(Provided data Opens)
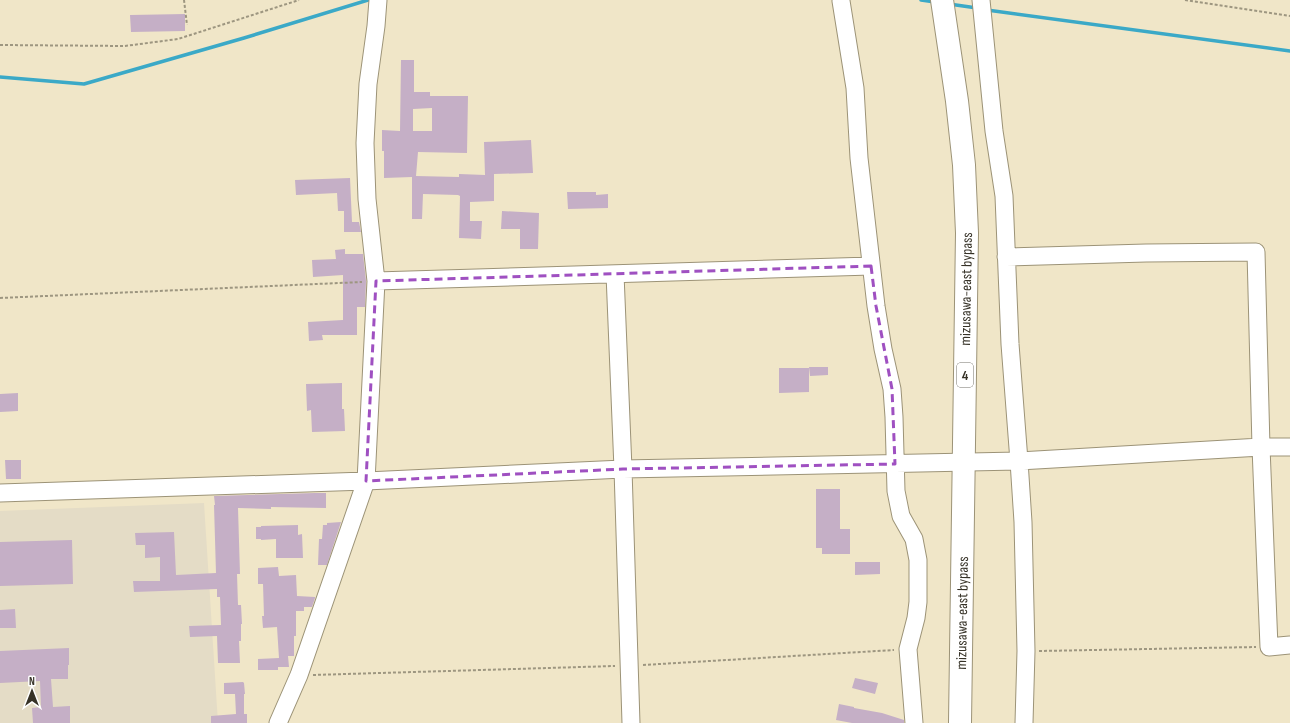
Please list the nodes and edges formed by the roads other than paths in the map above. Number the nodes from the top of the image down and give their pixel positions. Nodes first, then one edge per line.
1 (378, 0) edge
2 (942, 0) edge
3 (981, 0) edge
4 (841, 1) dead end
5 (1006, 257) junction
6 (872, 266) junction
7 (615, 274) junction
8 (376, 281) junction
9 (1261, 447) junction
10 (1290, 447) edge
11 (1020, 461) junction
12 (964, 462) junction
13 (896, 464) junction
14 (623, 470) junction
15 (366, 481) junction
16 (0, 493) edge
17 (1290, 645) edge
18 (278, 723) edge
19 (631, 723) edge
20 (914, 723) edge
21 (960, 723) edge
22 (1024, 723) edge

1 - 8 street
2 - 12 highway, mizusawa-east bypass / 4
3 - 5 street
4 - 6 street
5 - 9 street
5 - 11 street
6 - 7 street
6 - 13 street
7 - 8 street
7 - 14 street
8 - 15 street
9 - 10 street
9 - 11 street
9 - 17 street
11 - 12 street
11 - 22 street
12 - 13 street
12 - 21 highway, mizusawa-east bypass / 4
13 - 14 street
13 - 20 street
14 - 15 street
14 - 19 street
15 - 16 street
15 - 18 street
(Provided data Closes)
> _Exercise details_
Reprint the data verbatim, pictures excluded.

> _Solution for this exercise_
Please list the nodes and edges formed by the roads other than paths in the map above. Number the nodes from the top of the image down and give their pixel positions. Nodes first, then one edge per line.
1 (378, 0) edge
2 (942, 0) edge
3 (981, 0) edge
4 (841, 1) dead end
5 (1006, 257) junction
6 (872, 266) junction
7 (615, 274) junction
8 (376, 281) junction
9 (1261, 447) junction
10 (1290, 447) edge
11 (1020, 461) junction
12 (964, 462) junction
13 (896, 464) junction
14 (623, 470) junction
15 (366, 481) junction
16 (0, 493) edge
17 (1290, 645) edge
18 (278, 723) edge
19 (631, 723) edge
20 (914, 723) edge
21 (960, 723) edge
22 (1024, 723) edge

1 - 8 street
2 - 12 highway, mizusawa-east bypass / 4
3 - 5 street
4 - 6 street
5 - 9 street
5 - 11 street
6 - 7 street
6 - 13 street
7 - 8 street
7 - 14 street
8 - 15 street
9 - 10 street
9 - 11 street
9 - 17 street
11 - 12 street
11 - 22 street
12 - 13 street
12 - 21 highway, mizusawa-east bypass / 4
13 - 14 street
13 - 20 street
14 - 15 street
14 - 19 street
15 - 16 street
15 - 18 street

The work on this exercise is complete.